Tsui Hark’s Vampire Hunters (2003)

The Era of Vampires
*/****
starring Chan Kwok Kwan, Ken Chang, Suet Lam, Michael Chow Man-Kin
screenplay by Tsui Hark
directed by Wellson Chin

by Walter Chaw An incomprehensible bit of garbage produced and written by legendary Hong Kong filmmaker Tsui Hark, Vampire Hunters juggles at least three plots and drops each of them repeatedly and egregiously. Its lore is confused and its heroes are unremarkable but for the unusual degree to which they’re inept and disinteresting. The promise inherent in a chop-socky wuxia opus concerning a quintet of fearless vampire hunters and a cadre of zombies is almost infinite, making the abject failure of the piece something almost awe-inspiring. Though it’s tempting to blame director Wellson Chin’s propensity to stage fight scenes in unrelieved murk, the real culprit of the piece may be a bad guy who looks and moves a lot like a mannequin on a string. William Castle, eat your heart out.

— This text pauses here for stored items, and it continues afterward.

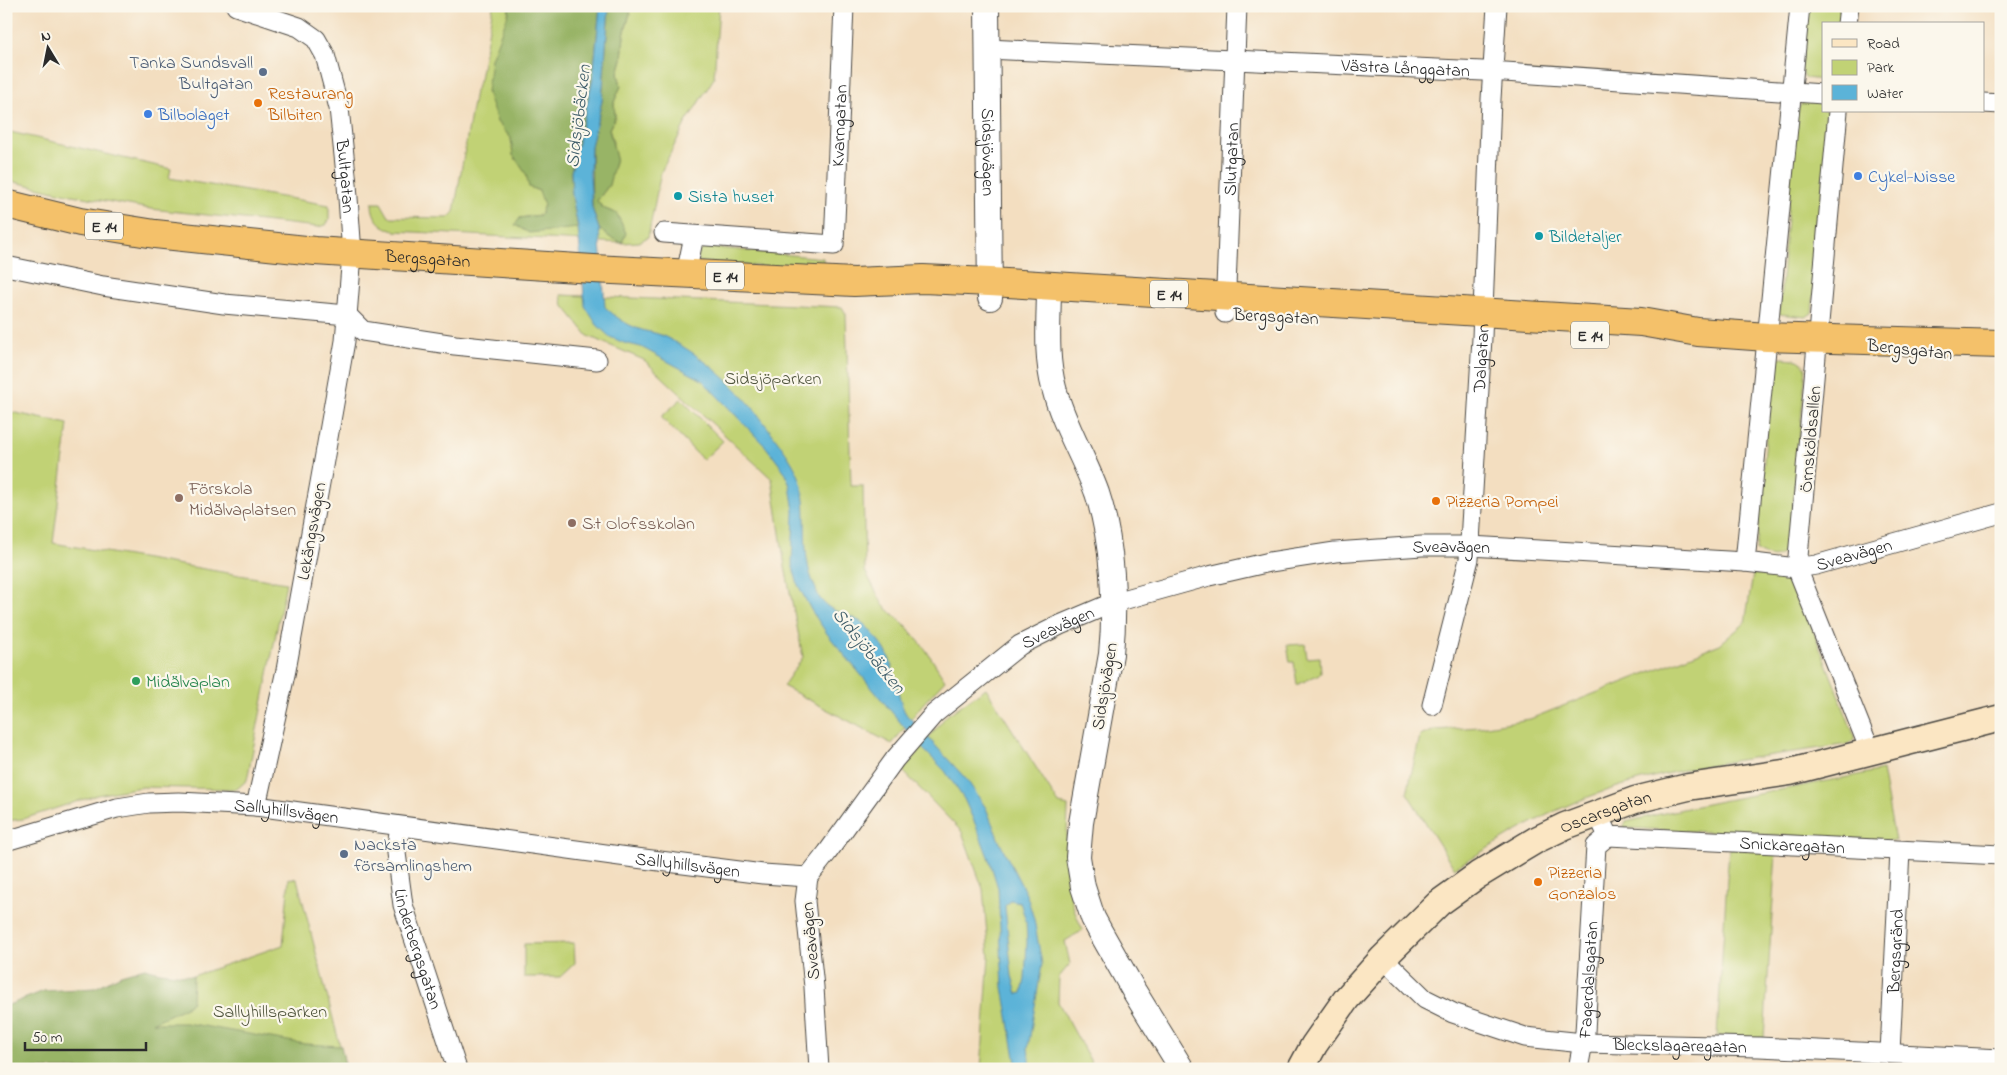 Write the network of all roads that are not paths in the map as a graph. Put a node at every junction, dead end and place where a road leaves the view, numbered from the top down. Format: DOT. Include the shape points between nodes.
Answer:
graph roads {
  1 [pos="236,6"];
  2 [pos="844,6"];
  3 [pos="987,6"];
  4 [pos="1237,6"];
  5 [pos="1497,6"];
  6 [pos="1800,6"];
  7 [pos="1849,6"];
  8 [pos="1847,22"];
  9 [pos="987,49"];
  10 [pos="1234,61"];
  11 [pos="1492,72"];
  12 [pos="1792,91"];
  13 [pos="1822,94"];
  14 [pos="1984,103"];
  15 [pos="2001,104"];
  16 [pos="1838,112"];
  17 [pos="6,204"];
  18 [pos="664,233"];
  19 [pos="694,236"];
  20 [pos="352,254"];
  21 [pos="6,266"];
  22 [pos="686,274"];
  23 [pos="990,290"];
  24 [pos="1049,294"];
  25 [pos="1225,305"];
  26 [pos="347,315"];
  27 [pos="1483,319"];
  28 [pos="1767,337"];
  29 [pos="1819,339"];
  30 [pos="2001,344"];
  31 [pos="2001,357"];
  32 [pos="597,360"];
  33 [pos="2001,513"];
  34 [pos="1470,546"];
  35 [pos="1745,562"];
  36 [pos="1797,568"];
  37 [pos="1112,603"];
  38 [pos="1432,705"];
  39 [pos="2001,718"];
  40 [pos="1871,752"];
  41 [pos="256,806"];
  42 [pos="1597,813"];
  43 [pos="400,827"];
  44 [pos="1608,836"];
  45 [pos="6,841"];
  46 [pos="1900,851"];
  47 [pos="2001,855"];
  48 [pos="808,877"];
  49 [pos="1383,958"];
  50 [pos="1583,1043"];
  51 [pos="1890,1052"];
  52 [pos="2001,1059"];
  53 [pos="456,1069"];
  54 [pos="819,1069"];
  55 [pos="1182,1069"];
  56 [pos="1301,1069"];
  57 [pos="1578,1069"];
  1 -- 20 [label="street, Bultgatan" via="299,27 316,39 326,55 339,108"];
  2 -- 19 [label="street, Kvarngatan" via="834,245"];
  3 -- 9 [label="street, Sidsjövägen"];
  4 -- 10 [label="street, Slutgatan"];
  5 -- 11 [label="street, Dalgatan"];
  6 -- 12 [label="street"];
  7 -- 8 [label="street"];
  9 -- 10 [label="street, Västra Långgatan"];
  9 -- 23 [label="street, Sidsjövägen"];
  10 -- 11 [label="street, Västra Långgatan"];
  10 -- 25 [label="street, Slutgatan"];
  11 -- 12 [label="street, Västra Långgatan"];
  11 -- 27 [label="street, Dalgatan"];
  12 -- 13 [label="street, Västra Långgatan"];
  12 -- 28 [label="street"];
  14 -- 15 [label="street"];
  16 -- 29 [label="street, Örnsköldsallén"];
  17 -- 20 [label="highway, Bergsgatan / E 14" via="80,222 155,234"];
  18 -- 19 [label="street"];
  19 -- 22 [label="street"];
  20 -- 22 [label="highway, Bergsgatan / E 14"];
  20 -- 26 [label="street, Lekängsvägen"];
  21 -- 26 [label="street" via="103,286 224,304"];
  22 -- 23 [label="highway, Bergsgatan / E 14" via="854,282 922,294"];
  23 -- 24 [label="highway, Bergsgatan / E 14"];
  24 -- 25 [label="highway, Bergsgatan / E 14"];
  24 -- 37 [label="street, Sidsjövägen" via="1049,360 1054,388 1097,494 1112,576"];
  25 -- 27 [label="highway, Bergsgatan / E 14"];
  26 -- 32 [label="street" via="363,331 455,345"];
  26 -- 41 [label="street, Lekängsvägen" via="290,651"];
  27 -- 28 [label="highway, Bergsgatan / E 14" via="1640,339 1698,332"];
  27 -- 34 [label="street, Dalgatan"];
  28 -- 29 [label="highway, Bergsgatan / E 14"];
  28 -- 35 [label="street"];
  29 -- 30 [label="highway, Bergsgatan / E 14"];
  29 -- 31 [label="highway, Bergsgatan / E 14"];
  29 -- 36 [label="street, Örnsköldsallén"];
  33 -- 36 [label="street, Sveavägen"];
  34 -- 35 [label="street, Sveavägen"];
  34 -- 37 [label="street, Sveavägen" via="1335,552 1270,562"];
  34 -- 38 [label="street, Dalgatan"];
  35 -- 36 [label="street, Sveavägen"];
  36 -- 40 [label="street, Örnsköldsallén"];
  37 -- 48 [label="street, Sveavägen" via="1020,646 934,714"];
  37 -- 55 [label="street, Sidsjövägen" via="1111,654 1078,857 1093,918"];
  39 -- 40 [label="main road, Oscarsgatan"];
  40 -- 42 [label="main road, Oscarsgatan" via="1790,772 1688,787"];
  41 -- 43 [label="street, Sallyhillsvägen"];
  41 -- 45 [label="street, Sallyhillsvägen" via="179,802 117,808"];
  42 -- 44 [label="street"];
  42 -- 49 [label="main road, Oscarsgatan" via="1536,840 1478,875 1439,903"];
  43 -- 48 [label="street, Sallyhillsvägen"];
  43 -- 53 [label="street, Linderbergsgatan" via="396,853 403,905"];
  44 -- 46 [label="street, Snickaregatan"];
  44 -- 50 [label="street, Fagerdalsgatan" via="1596,846"];
  46 -- 47 [label="street, Snickaregatan"];
  46 -- 51 [label="street, Bergsgränd"];
  48 -- 54 [label="street, Sveavägen" via="805,901"];
  49 -- 50 [label="street, Bleckslagaregatan" via="1425,999 1453,1013 1525,1037"];
  49 -- 56 [label="main road, Oscarsgatan" via="1347,998"];
  50 -- 51 [label="street, Bleckslagaregatan"];
  50 -- 57 [label="street, Fagerdalsgatan"];
  51 -- 52 [label="street, Bleckslagaregatan"];
}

Opening somewhat promisingly with a chase through a forest ending at the defiled tomb of a great general, the picture establishes lore (zombies become vampires when they eat flesh, zombie bites are treatable, vampire bites aren’t) and then presents hopping zombies that couldn’t catch anything trying to evade them and a vampire bite that’s treatable. Time passes without much in the way of explanation and edits between scenes are squeezed off without anything resembling respect for coherence. Our titular vampire hunters appear to spend three months comatose in the woods before rousing to become domestic servants in the home of a wax-maker and his corpulent son. Plans are hatched with someone called “Zombie Wrangler,” there’s some bit about a stash of gold, a revelation that being wet makes you invisible to the vampire, and then there’s something about a deadly cobra. Or something.

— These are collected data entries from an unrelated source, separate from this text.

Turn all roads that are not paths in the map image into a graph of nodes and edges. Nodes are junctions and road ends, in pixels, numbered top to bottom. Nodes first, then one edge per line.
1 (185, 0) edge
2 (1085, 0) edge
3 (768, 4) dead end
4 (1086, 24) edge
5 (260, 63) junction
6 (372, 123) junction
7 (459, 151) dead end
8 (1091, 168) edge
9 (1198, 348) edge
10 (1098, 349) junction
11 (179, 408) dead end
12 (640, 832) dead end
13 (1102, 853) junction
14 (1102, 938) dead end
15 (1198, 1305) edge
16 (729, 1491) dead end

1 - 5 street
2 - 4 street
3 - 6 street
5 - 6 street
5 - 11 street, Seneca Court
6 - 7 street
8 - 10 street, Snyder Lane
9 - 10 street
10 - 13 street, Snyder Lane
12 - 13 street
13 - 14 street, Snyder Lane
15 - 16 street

Vampire Hunters is moribund filmmaking that plays a lot like a bunch of outtakes cobbled together with an eye on the old filthy lucre, suggesting nothing more than that the colonial spirit in Hong Kong didn’t die with the communist turnover. Most disappointing is Hark franchising his name before the sell-by date has expired on his own filmmaking career, reminding uncomfortably of John Carpenter lending his (admittedly less viable) name to a substandard vampire franchise. Worse, it points to one of the most exciting filmmakers in the world either running out of steam or unable, Krusty the Clown-like, to show any kind of discretion in what his name endorses. Tsui Hark’s Vampire Hunters is awful by any measure–the only pull-quote it could manage for its staggered North American release is by Kevin Thomas. You can’t say you weren’t warned.